What the task requires >>
Could you copy exactly the lines from the one containing "Road topology of" through the last line of the records below, and nothing else?

Information shown >>
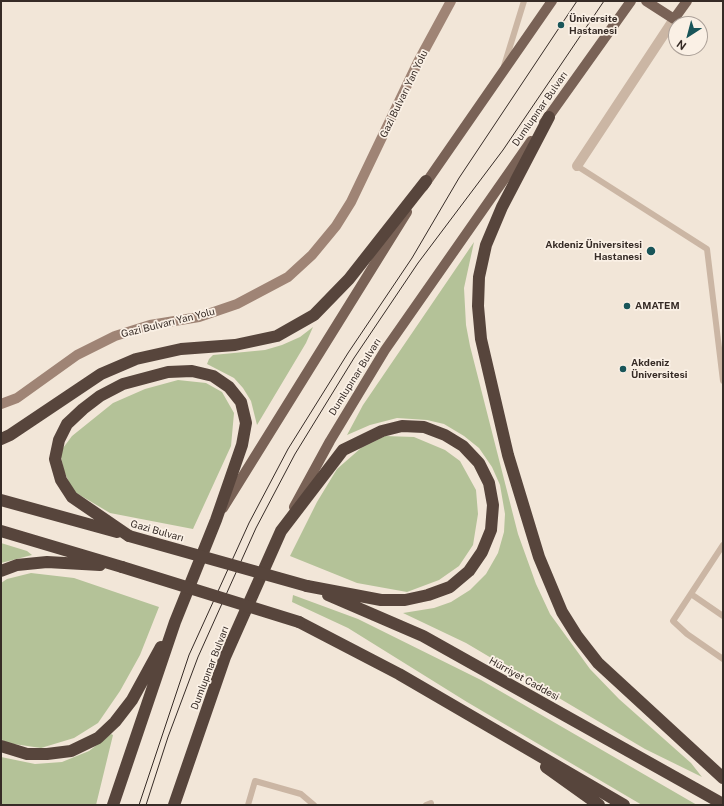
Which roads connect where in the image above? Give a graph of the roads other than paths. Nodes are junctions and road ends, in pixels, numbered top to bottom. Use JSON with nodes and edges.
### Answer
{"nodes":[{"id":1,"x":450,"y":1,"type":"edge"},
{"id":2,"x":524,"y":1,"type":"edge"},
{"id":3,"x":552,"y":1,"type":"edge"},
{"id":4,"x":631,"y":1,"type":"edge"},
{"id":5,"x":646,"y":1,"type":"edge"},
{"id":6,"x":687,"y":1,"type":"edge"},
{"id":7,"x":668,"y":16,"type":"edge"},
{"id":8,"x":677,"y":16,"type":"edge"},
{"id":9,"x":668,"y":29,"type":"edge"},
{"id":10,"x":501,"y":75,"type":"junction"},
{"id":11,"x":549,"y":117,"type":"junction"},
{"id":12,"x":577,"y":166,"type":"joint"},
{"id":13,"x":426,"y":181,"type":"junction"},
{"id":14,"x":723,"y":381,"type":"edge"},
{"id":15,"x":1,"y":404,"type":"edge"},
{"id":16,"x":1,"y":439,"type":"edge"},
{"id":17,"x":1,"y":500,"type":"edge"},
{"id":18,"x":216,"y":520,"type":"junction"},
{"id":19,"x":1,"y":531,"type":"edge"},
{"id":20,"x":281,"y":532,"type":"junction"},
{"id":21,"x":129,"y":536,"type":"junction"},
{"id":22,"x":723,"y":545,"type":"edge"},
{"id":23,"x":721,"y":554,"type":"edge"},
{"id":24,"x":122,"y":567,"type":"junction"},
{"id":25,"x":1,"y":571,"type":"edge"},
{"id":26,"x":307,"y":586,"type":"junction"},
{"id":27,"x":691,"y":594,"type":"junction"},
{"id":28,"x":723,"y":616,"type":"edge"},
{"id":29,"x":175,"y":622,"type":"junction"},
{"id":30,"x":723,"y":659,"type":"edge"},
{"id":31,"x":482,"y":721,"type":"junction"},
{"id":32,"x":1,"y":746,"type":"edge"},
{"id":33,"x":723,"y":778,"type":"edge"},
{"id":34,"x":723,"y":804,"type":"edge"},
{"id":35,"x":113,"y":805,"type":"edge"},
{"id":36,"x":174,"y":805,"type":"edge"},
{"id":37,"x":248,"y":805,"type":"edge"},
{"id":38,"x":314,"y":805,"type":"edge"},
{"id":39,"x":426,"y":805,"type":"edge"},
{"id":40,"x":431,"y":805,"type":"edge"},
{"id":41,"x":599,"y":805,"type":"edge"},
{"id":42,"x":624,"y":805,"type":"edge"}],
"edges":[{"from":1,"to":15,"type":"main road","name":"Gazi Bulvarı Yan Yolu"},
{"from":2,"to":10,"type":"lane"},
{"from":3,"to":10,"type":"main road"},
{"from":4,"to":11,"type":"main road","name":"Dumlupınar Bulvarı"},
{"from":5,"to":7,"type":"main road"},
{"from":6,"to":8,"type":"main road"},
{"from":9,"to":12,"type":"street"},
{"from":10,"to":13,"type":"main road"},
{"from":11,"to":20,"type":"main road","name":"Dumlupınar Bulvarı"},
{"from":11,"to":33,"type":"highway"},
{"from":12,"to":14,"type":"lane"},
{"from":13,"to":16,"type":"highway"},
{"from":13,"to":18,"type":"main road"},
{"from":17,"to":21,"type":"highway","name":"Gazi Bulvarı"},
{"from":18,"to":21,"type":"highway"},
{"from":18,"to":29,"type":"highway"},
{"from":19,"to":24,"type":"highway"},
{"from":20,"to":26,"type":"highway"},
{"from":20,"to":36,"type":"highway","name":"Dumlupınar Bulvarı"},
{"from":21,"to":26,"type":"highway","name":"Gazi Bulvarı","bridge":true},
{"from":22,"to":23,"type":"lane"},
{"from":23,"to":27,"type":"lane"},
{"from":24,"to":25,"type":"highway"},
{"from":24,"to":31,"type":"highway","bridge":true},
{"from":26,"to":34,"type":"highway","name":"Hürriyet Caddesi"},
{"from":27,"to":28,"type":"lane"},
{"from":27,"to":30,"type":"lane"},
{"from":29,"to":32,"type":"highway"},
{"from":29,"to":35,"type":"highway"},
{"from":31,"to":41,"type":"highway"},
{"from":31,"to":42,"type":"highway"},
{"from":37,"to":38,"type":"lane"},
{"from":39,"to":40,"type":"lane"}]}
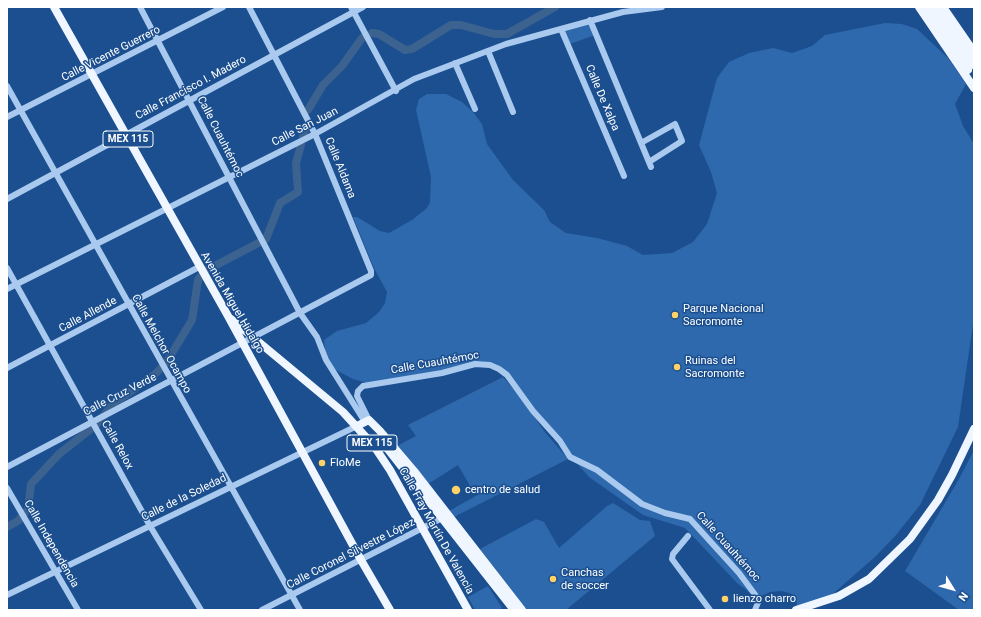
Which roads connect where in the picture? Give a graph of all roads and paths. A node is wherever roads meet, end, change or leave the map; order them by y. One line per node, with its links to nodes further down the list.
1 (54, 7): 21 (main road, Avenida Miguel Hidalgo / MEX 115)
2 (140, 7): 15 (street, Calle Cuauhtémoc)
3 (223, 7): 15 (street, Calle Vicente Guerrero)
4 (250, 7): 18 (street, Calle Aldama)
5 (364, 7): 12 (street, Calle Francisco I. Madero)
6 (662, 7): 11 (street, Calle San Juan)
7 (919, 7): 24 (main road)
8 (927, 7): 22 (main road)
9 (936, 7): 20 (main road)
10 (943, 7): 17 (main road)
11 (625, 9): 13 (street, Calle San Juan)
12 (352, 10): 18 (street, Calle Francisco I. Madero); 25 (street)
13 (590, 20): 14 (street, Calle San Juan); 33 (street)
14 (561, 29): 16 (street, Calle San Juan); 35 (street, Calle De Xalpa)
15 (158, 41): 21 (street, Calle Vicente Guerrero); 26 (street, Calle Cuauhtémoc)
16 (488, 51): 19 (street, Calle San Juan); 29 (street)
17 (974, 52)
18 (275, 54): 26 (street, Calle Francisco I. Madero); 32 (street, Calle Aldama)
19 (456, 63): 25 (street, Calle San Juan); 27 (street)
20 (974, 65)
21 (92, 74): 28 (street, Calle Vicente Guerrero); 31 (main road, Avenida Miguel Hidalgo / MEX 115)
22 (973, 78)
23 (7, 86): 28 (street, Calle Melchor Ocampo)
24 (974, 88)
25 (396, 90): 32 (street, Calle San Juan)
26 (189, 100): 31 (street, Calle Francisco I. Madero); 36 (street, Calle Cuauhtémoc)
27 (475, 109)
28 (20, 111): 30 (street, Calle Vicente Guerrero); 34 (street, Calle Melchor Ocampo)
29 (513, 112)
30 (7, 118)
31 (125, 134): 34 (street, Calle Francisco I. Madero); 38 (main road, Avenida Miguel Hidalgo / MEX 115)
32 (315, 134): 36 (street, Calle San Juan); 42 (street, Calle Aldama)
33 (641, 143): 33 (street)
34 (54, 173): 37 (street, Calle Francisco I. Madero); 39 (street, Calle Melchor Ocampo)
35 (624, 176)
36 (228, 177): 38 (street, Calle San Juan); 46 (street, Calle Cuauhtémoc)
37 (7, 199)
38 (167, 209): 39 (street, Calle San Juan); 41 (main road, Avenida Miguel Hidalgo / MEX 115)
39 (95, 245): 43 (street, Calle San Juan); 45 (street, Calle Melchor Ocampo)
40 (7, 268): 43 (street, Calle Relox)
41 (202, 272): 45 (street, Calle Allende); 47 (main road, Avenida Miguel Hidalgo / MEX 115)
42 (371, 275): 46 (street, Calle Cruz Verde)
43 (16, 284): 44 (street, Calle San Juan); 50 (street, Calle Relox)
44 (7, 289)
45 (128, 305): 50 (street, Calle Allende); 52 (street, Calle Melchor Ocampo)
46 (300, 313): 48 (street, Calle Cruz Verde); 53 (street, Calle Cuauhtémoc)
47 (228, 316): 48 (main road, Calle Fray Martín De Valencia / MEX 115); 49 (main road, Avenida Miguel Hidalgo / MEX 115)
48 (255, 338): 49 (street, Calle Cruz Verde); 55 (main road, Calle Fray Martín De Valencia / MEX 115)
49 (243, 344): 52 (street, Calle Cruz Verde); 57 (main road, Avenida Miguel Hidalgo / MEX 115)
50 (51, 346): 51 (street, Calle Allende); 54 (street, Calle Relox)
51 (7, 368)
52 (170, 381): 54 (street, Calle Cruz Verde); 60 (street, Calle Melchor Ocampo)
53 (367, 421): 55 (main road, Calle de la Soledad); 61 (main road, Calle Cuauhtémoc); 79 (street, Calle Cuauhtémoc)
54 (96, 424): 58 (street, Calle Cruz Verde); 62 (street, Calle Relox)
55 (357, 426): 57 (street, Calle de la Soledad); 63 (main road, Calle Fray Martín De Valencia / MEX 115)
56 (974, 428): 80 (main road)
57 (303, 452): 60 (street, Calle de la Soledad); 65 (main road, Avenida Miguel Hidalgo / MEX 115)
58 (7, 467)
59 (7, 488): 66 (street, Calle Independencia)
60 (230, 488): 62 (street, Calle de la Soledad); 68 (street, Calle Melchor Ocampo)
61 (446, 516): 63 (street, Calle Coronel Silvestre López); 69 (main road, Calle Cuauhtémoc)
62 (150, 526): 66 (street, Calle de la Soledad); 71 (street, Calle Relox)
63 (423, 528): 65 (street, Calle Coronel Silvestre López); 75 (main road, Calle Fray Martín De Valencia / MEX 115)
64 (688, 536): 78 (street)
65 (361, 560): 68 (street, Calle Coronel Silvestre López); 74 (main road, Avenida Miguel Hidalgo / MEX 115)
66 (56, 571): 67 (street, Calle de la Soledad); 70 (street, Calle Independencia)
67 (7, 595)
68 (291, 595): 72 (street, Calle Coronel Silvestre López); 73 (street, Calle Melchor Ocampo)
69 (507, 595): 76 (main road, Calle Cuauhtémoc); 77 (main road, Calle Cuauhtémoc)
70 (78, 610)
71 (201, 610)
72 (262, 610)
73 (300, 610)
74 (390, 610)
75 (468, 610)
76 (514, 610)
77 (522, 610)
78 (710, 610)
79 (755, 610)
80 (796, 610)

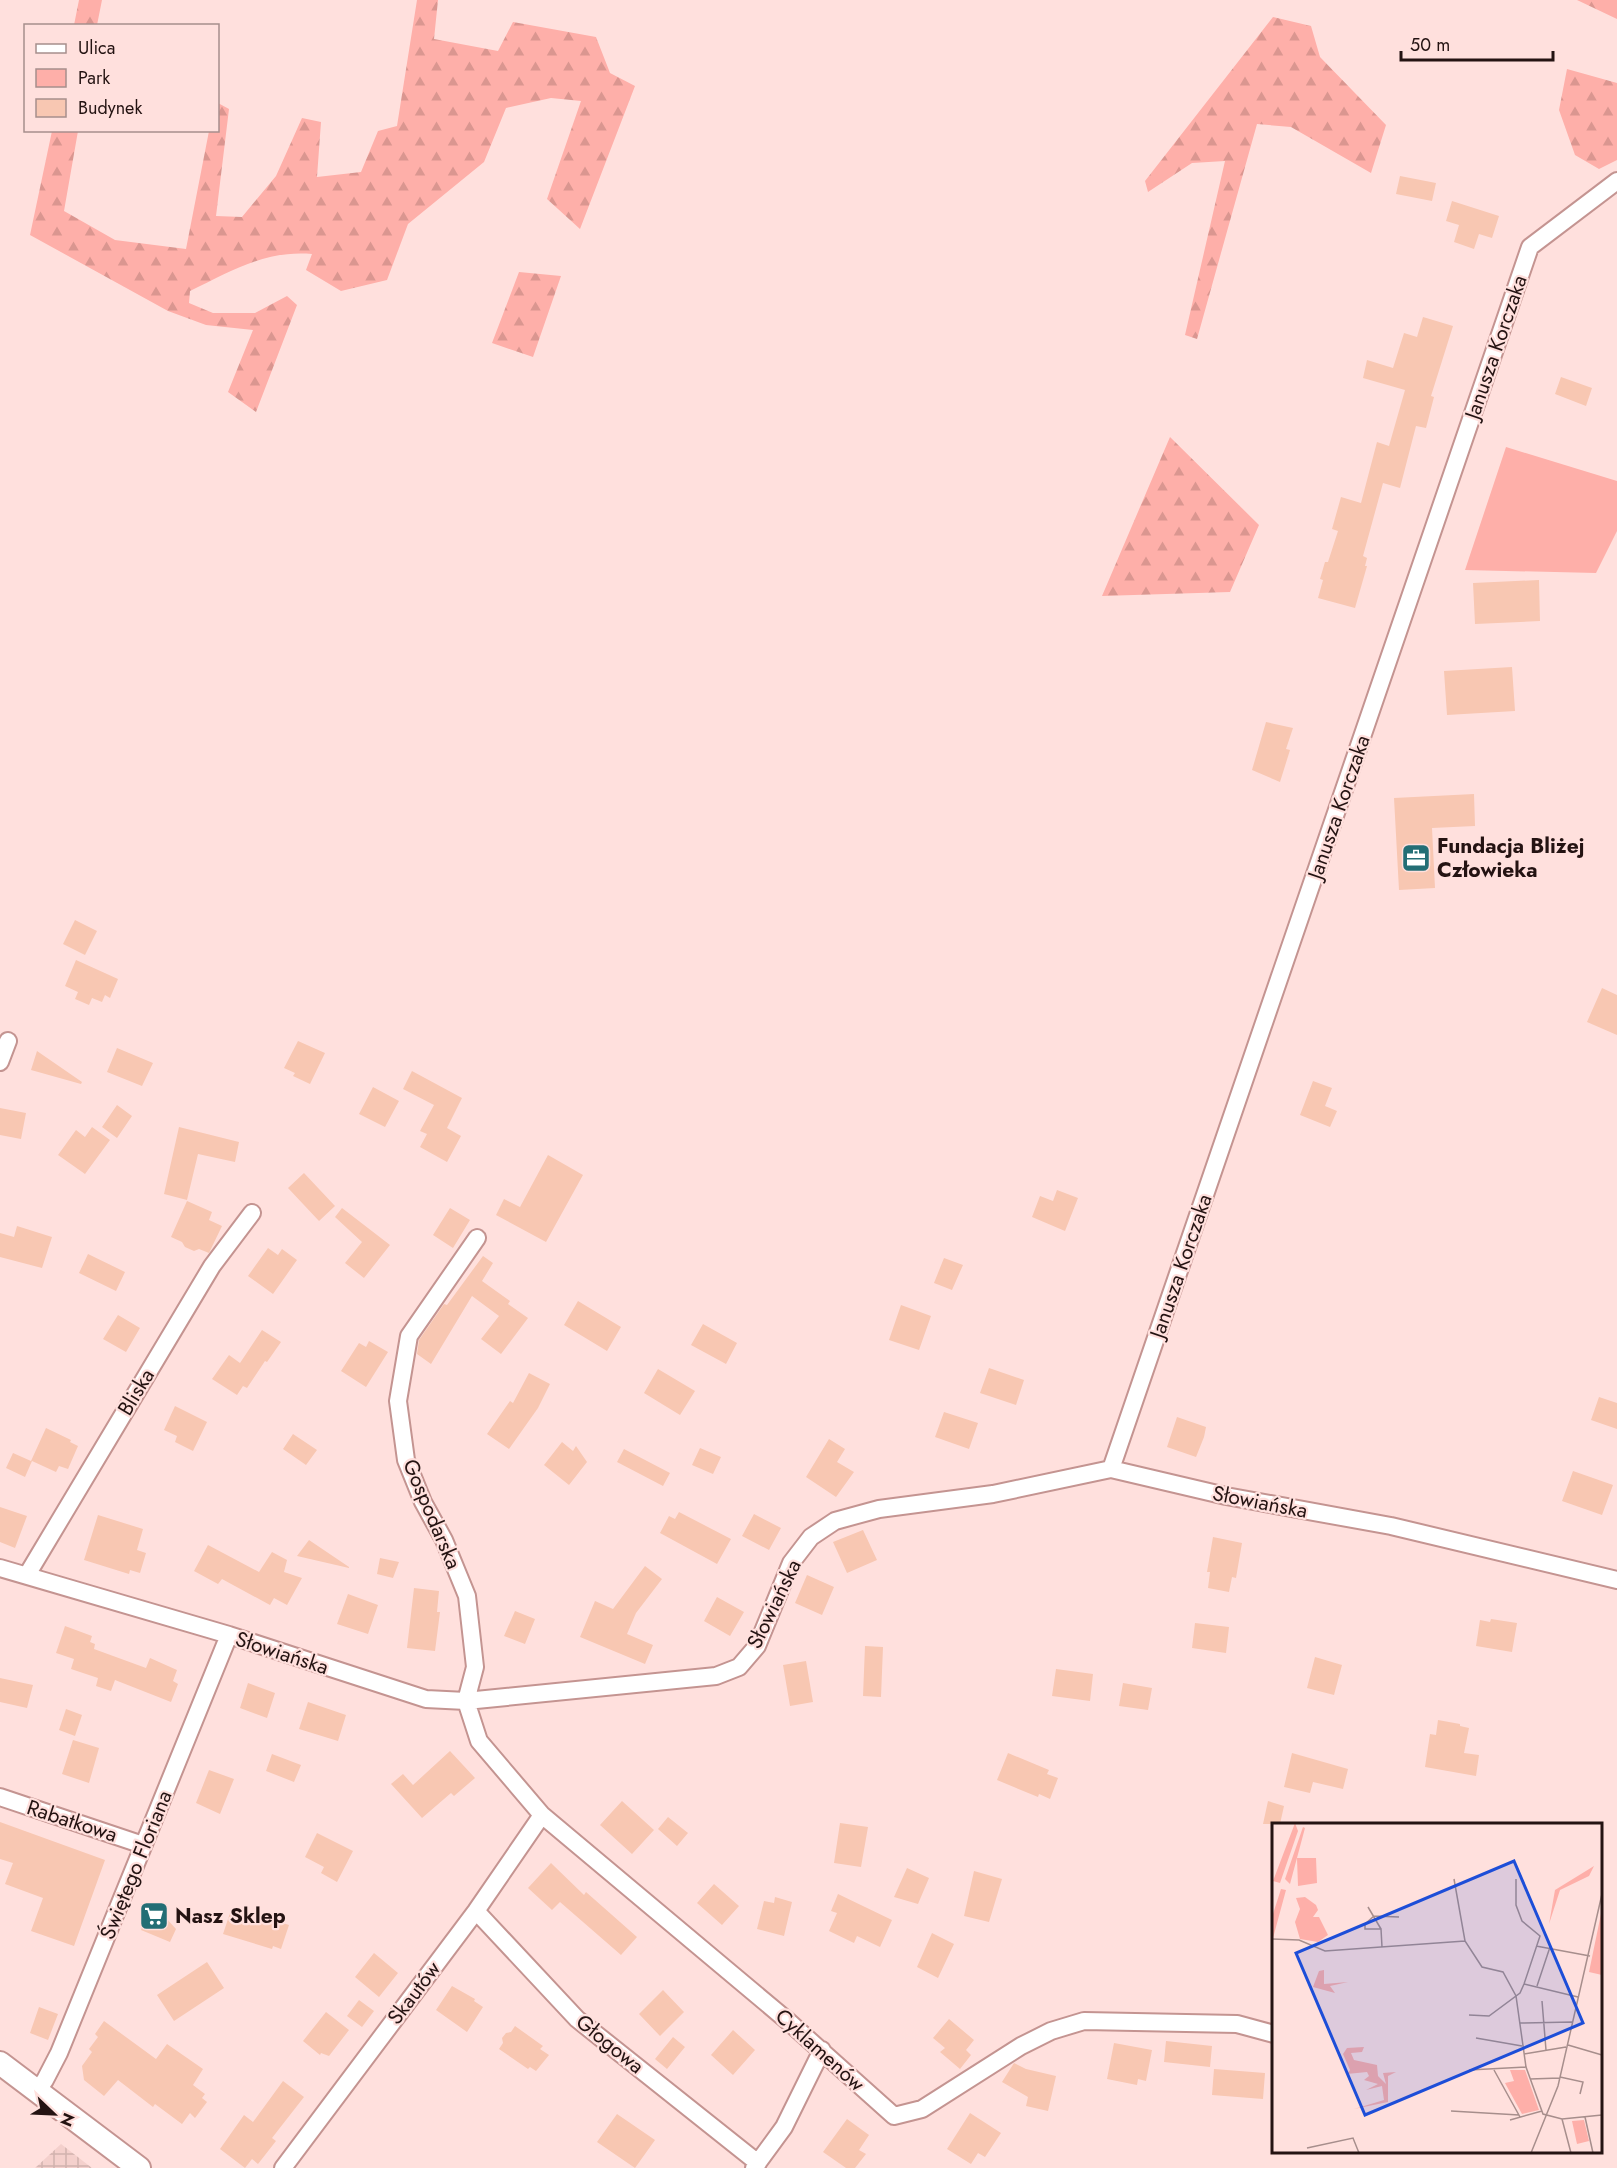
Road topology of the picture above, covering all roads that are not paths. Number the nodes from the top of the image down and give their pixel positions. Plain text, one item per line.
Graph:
1 (1617, 181) edge
2 (8, 1041) dead end
3 (0, 1062) edge
4 (252, 1213) dead end
5 (477, 1238) dead end
6 (1111, 1469) junction
7 (0, 1568) edge
8 (27, 1575) junction
9 (1617, 1581) edge
10 (229, 1635) junction
11 (466, 1701) junction
12 (0, 1797) edge
13 (542, 1815) junction
14 (143, 1845) junction
15 (476, 1911) junction
16 (1272, 2033) edge
17 (822, 2050) junction
18 (0, 2063) edge
19 (37, 2091) junction
20 (756, 2165) edge
21 (139, 2168) edge
22 (283, 2168) edge

1 - 6 street, Janusza Korczaka
2 - 3 street
4 - 8 street, Bliska
5 - 11 street, Gospodarska
6 - 9 street, Słowiańska
6 - 11 street, Słowiańska
7 - 8 street, Słowiańska
8 - 10 street, Słowiańska
10 - 11 street, Słowiańska
10 - 14 street, Świętego Floriana
11 - 13 street, Cyklamenów
12 - 14 street, Rabatkowa
13 - 15 street, Skautów
13 - 17 street, Cyklamenów
14 - 19 street, Świętego Floriana
15 - 20 street, Głogowa
15 - 22 street, Skautów
16 - 17 street, Cyklamenów
17 - 20 street
18 - 19 main road
19 - 21 main road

Task solution >>
Road topology of the picture above, covering all roads that are not paths. Number the nodes from the top of the image down and give their pixel positions. Plain text, one item per line.
Graph:
1 (1617, 181) edge
2 (8, 1041) dead end
3 (0, 1062) edge
4 (252, 1213) dead end
5 (477, 1238) dead end
6 (1111, 1469) junction
7 (0, 1568) edge
8 (27, 1575) junction
9 (1617, 1581) edge
10 (229, 1635) junction
11 (466, 1701) junction
12 (0, 1797) edge
13 (542, 1815) junction
14 (143, 1845) junction
15 (476, 1911) junction
16 (1272, 2033) edge
17 (822, 2050) junction
18 (0, 2063) edge
19 (37, 2091) junction
20 (756, 2165) edge
21 (139, 2168) edge
22 (283, 2168) edge

1 - 6 street, Janusza Korczaka
2 - 3 street
4 - 8 street, Bliska
5 - 11 street, Gospodarska
6 - 9 street, Słowiańska
6 - 11 street, Słowiańska
7 - 8 street, Słowiańska
8 - 10 street, Słowiańska
10 - 11 street, Słowiańska
10 - 14 street, Świętego Floriana
11 - 13 street, Cyklamenów
12 - 14 street, Rabatkowa
13 - 15 street, Skautów
13 - 17 street, Cyklamenów
14 - 19 street, Świętego Floriana
15 - 20 street, Głogowa
15 - 22 street, Skautów
16 - 17 street, Cyklamenów
17 - 20 street
18 - 19 main road
19 - 21 main road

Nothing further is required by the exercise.